In article , snipped-for-privacy@emailo.com says...>

Right. The direction of the feedback is such that it forces the opposite of what the output does. If you kick the output positive, the feedback forces a negative to compensate for it.

You have it somewhat backwards. The amplifier is designed to have an "infinite" differential gain. That property is useful, using negative feedback, to make an amplifier with a gain controlled solely by external resistors. The three properties I've repeated many times (because they're all important) is what allows the OpAmp to be useful. It's not because someone said "hey, wouldn't it be useful to have an amplifier that tries to balance its inputs".

Again, you have it backwards. The input voltage is zero *because* of the negative feedback. Negative feedback is what makes the OpAmp useful. By itself the (ideal) OpAmp has the three properties I've stated before.

IOW, we analyze the circuit assuming the input voltage is zero because the output, via negative feedback, forces it to be so.

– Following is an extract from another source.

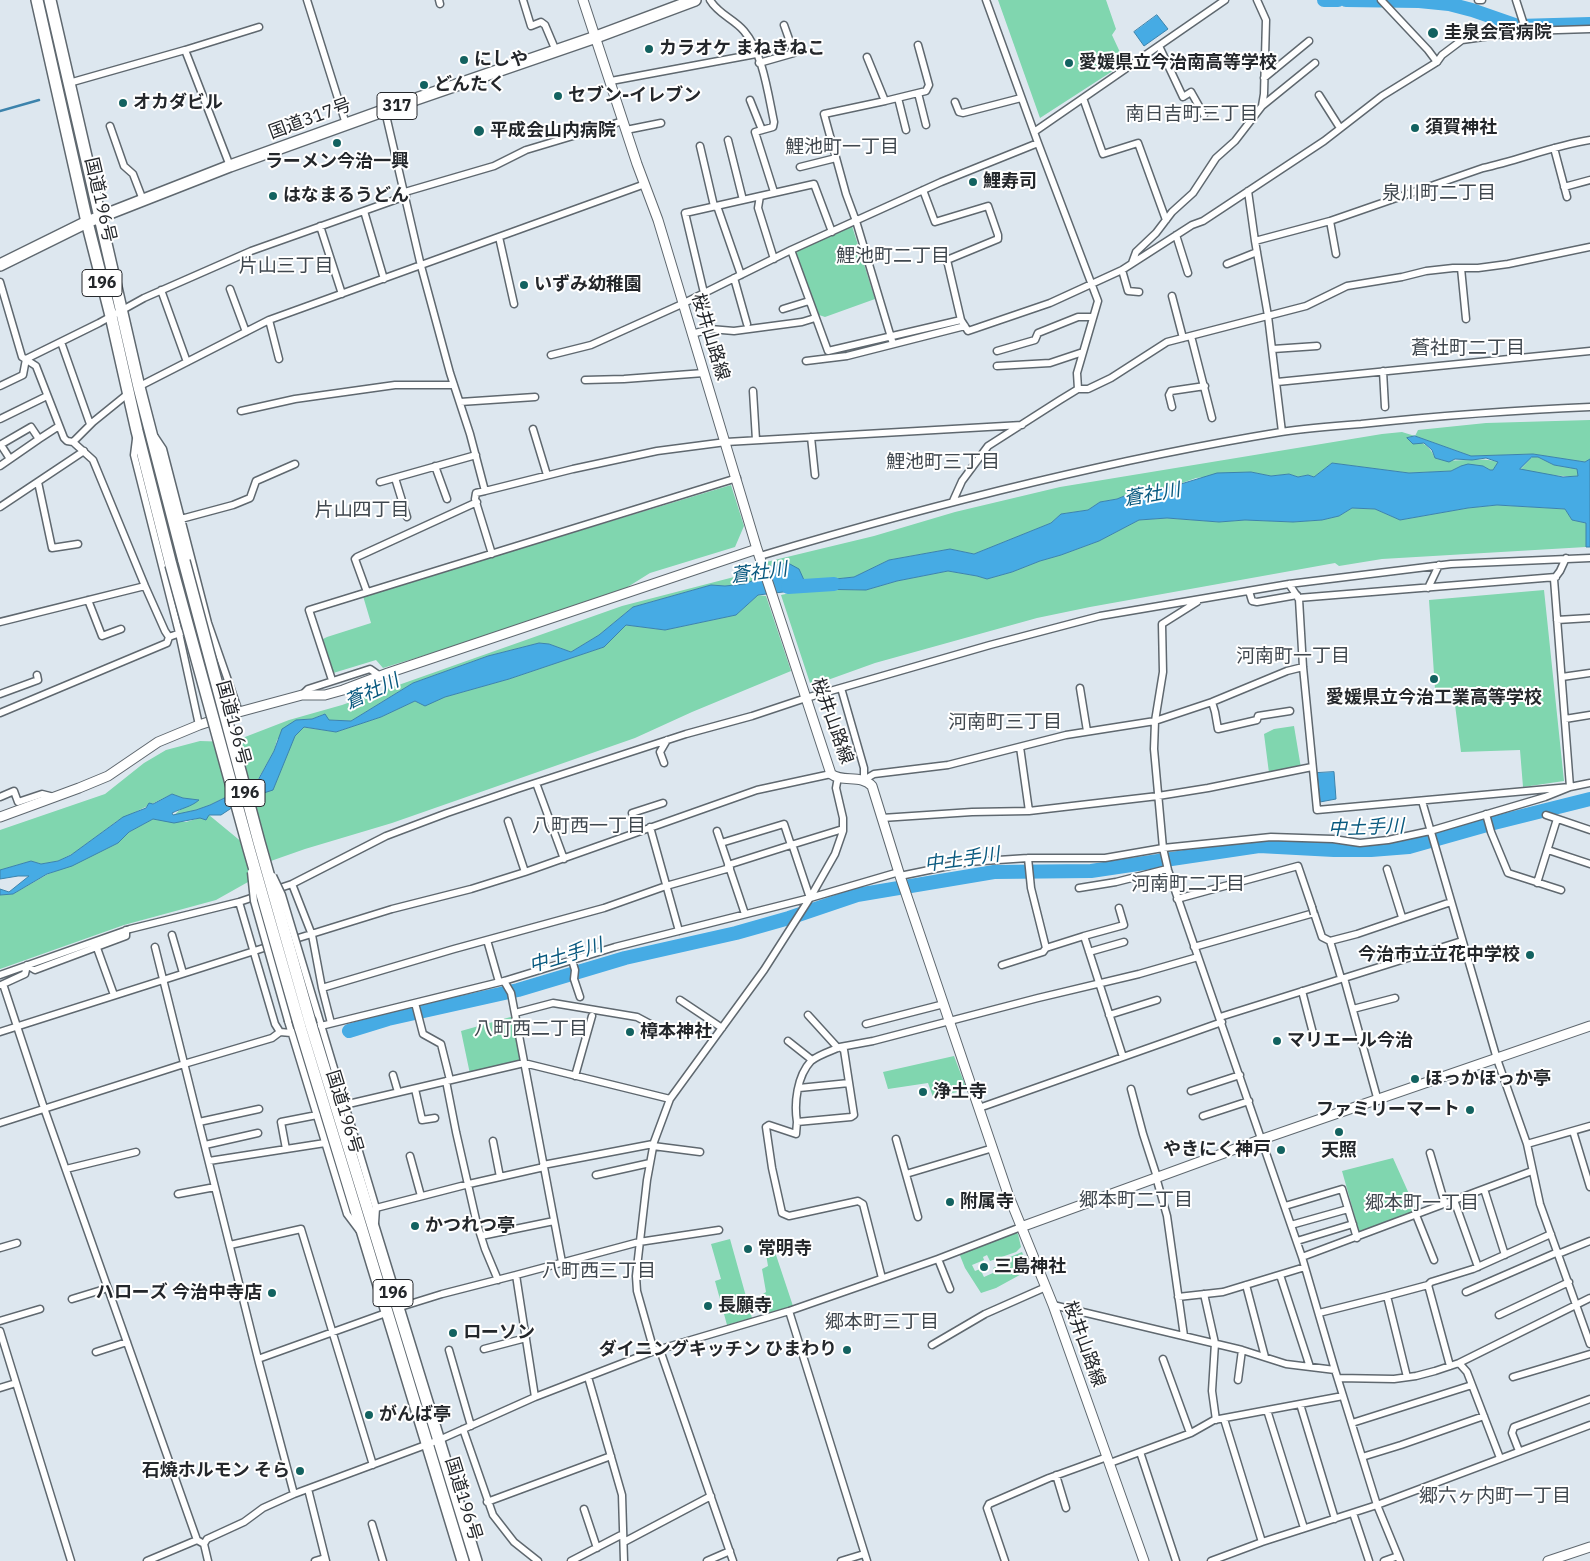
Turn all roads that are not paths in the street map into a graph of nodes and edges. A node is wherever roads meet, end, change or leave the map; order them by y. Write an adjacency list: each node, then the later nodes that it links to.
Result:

No. There is often a DC offset in amplifiers. You'll often find DC blocking caps (or AC coupling caps, your choice of terms) between amplifiers that do not have a zero operating point. If you run an OpAmp on a single rail you'll see the same thing because a DC offset is added to the signal to keep the signal away from the rails.

No, it is *precisely* feedback that is allowing you to analyze the circuit assuming the input voltage is zero. Without the negative feedback it certainly won't be (zero).

The concept of an "ideal" op-amp with infinite gain strikes me as a far from ideal way to teach op-amp theory. It must be very confusing for many students.

Real op-amps have a large but finite gain 'A'

Vout = A*(VP-VN)

Feedback makes the differential input voltage small, but not zero.

If I build a unity-gain non-inverting voltage follower, I have :

Vout = A*(Vin-Vout)

(A+1) * Vout = A*Vin

Vout ~= Vin

In article , snipped-for-privacy@nospam.co.uk says...>

How is your "almost ideal" less confusing than going without the almost part? The three characteristics of an ideal Op-Amp work very well to analyze almost any OpAmp circuit, at least as a first pass. Indeed the idealized OpAmp works better and is a whole lot simpler than your "almost ideal" version.

Yes, equating VP=VN is often the best/easiest way to analyze op-amp circuits.

I just don't like infinity*zero = the correct answer.

In article , snipped-for-privacy@nospam.co.uk says...>

Almost infinity is hardly correct for anything. Infinity is easy because all your "almosts" drop out, greatly simplifying the math. Since no one will measure the input voltage [*], infinity is close enough.

[*] other non-idealized OpAmp issues come in *way* before this.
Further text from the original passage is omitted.